Jean-Pierre e Luc Dardenne tornano sulla Croisette. Dopo due Palme d’Oro per Rosetta (1999) e L’enfant (2005), Gran Prix della giuria e varie palme per gli attori, a due anni da Due giorni, una notte eccoli ancora in gara con La fille inconnue. Si potrebbe dire un film di genere in un contesto socialmente debole, anche se i Derdenne ci mettono sempre dell’altro e non amano la definizione “di genere” per i loro film. Tutto si svolge nella banlieue di Liegi, Belgio, la periferia di un Paese di cui si è parlato molto negli ultimi mesi per il legame con gli attentati terroristici di Parigi.

Un giorno viene ritrovato il cadavere di un donna africana, senza identità e si scopre che prima di morire la donna aveva suonato al citofono dello studio medico in cui vive e lavora la dottoressa Jenny (Adèle Haenel). Riservata e pratica, dopo aver visto il volto della vittima nelle immagini registrate dalle telecamere a circuito chiuso, Jenny va alla ricerca del nome della sconosciuta. Interroga i pazienti mentre li visita, frequenta le zone degli stranieri, scopre dettagli inquietanti.

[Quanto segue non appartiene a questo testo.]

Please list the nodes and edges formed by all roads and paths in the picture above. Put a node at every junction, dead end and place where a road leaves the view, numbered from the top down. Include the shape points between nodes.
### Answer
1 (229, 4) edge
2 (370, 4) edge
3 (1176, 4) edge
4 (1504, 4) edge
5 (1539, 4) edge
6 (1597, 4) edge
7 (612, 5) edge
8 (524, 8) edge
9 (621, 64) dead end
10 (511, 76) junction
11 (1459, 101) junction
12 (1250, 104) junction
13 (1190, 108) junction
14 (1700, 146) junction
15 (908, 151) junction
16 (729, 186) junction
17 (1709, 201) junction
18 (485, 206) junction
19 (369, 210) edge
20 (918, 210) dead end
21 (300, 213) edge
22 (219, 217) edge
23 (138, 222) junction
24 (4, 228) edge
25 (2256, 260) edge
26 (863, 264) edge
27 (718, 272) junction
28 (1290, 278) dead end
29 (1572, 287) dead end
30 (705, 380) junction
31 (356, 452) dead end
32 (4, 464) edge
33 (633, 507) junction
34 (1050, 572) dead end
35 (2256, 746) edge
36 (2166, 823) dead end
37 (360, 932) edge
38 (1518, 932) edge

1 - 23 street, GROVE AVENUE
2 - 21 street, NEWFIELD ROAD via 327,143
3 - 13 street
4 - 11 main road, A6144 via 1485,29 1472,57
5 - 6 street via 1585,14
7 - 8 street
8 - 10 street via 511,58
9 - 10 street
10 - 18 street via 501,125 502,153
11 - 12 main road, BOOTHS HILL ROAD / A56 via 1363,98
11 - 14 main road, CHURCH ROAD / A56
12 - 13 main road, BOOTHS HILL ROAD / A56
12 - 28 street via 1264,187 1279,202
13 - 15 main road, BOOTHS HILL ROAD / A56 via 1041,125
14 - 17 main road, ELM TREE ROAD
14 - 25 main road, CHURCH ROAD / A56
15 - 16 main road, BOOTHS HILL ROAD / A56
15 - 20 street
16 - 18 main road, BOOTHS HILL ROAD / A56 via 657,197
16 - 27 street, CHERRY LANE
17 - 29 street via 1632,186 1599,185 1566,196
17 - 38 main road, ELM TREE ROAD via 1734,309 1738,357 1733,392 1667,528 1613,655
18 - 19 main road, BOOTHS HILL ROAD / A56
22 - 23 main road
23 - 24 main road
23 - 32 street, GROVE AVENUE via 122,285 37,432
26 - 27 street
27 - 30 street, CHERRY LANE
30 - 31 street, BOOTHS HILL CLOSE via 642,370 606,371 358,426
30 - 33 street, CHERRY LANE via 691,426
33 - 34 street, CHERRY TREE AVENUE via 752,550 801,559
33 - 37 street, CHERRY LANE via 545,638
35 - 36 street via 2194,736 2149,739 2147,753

I Dardenne si concentrano soprattutto nella costruzione della figura della protagonista, come accaduto negli ultimi film da Lorna in avanti, quasi uno studio dedicato alle attrici, ai loro stati d’animo. Una svolta interessante dal punto di vista psicologico, ma che rischia di lasciare un po’ in disparte la storia e tutto il resto. Anche i ritratti fortemente sociali che i fratelli Dardenne ci avevano insegnato a conoscere.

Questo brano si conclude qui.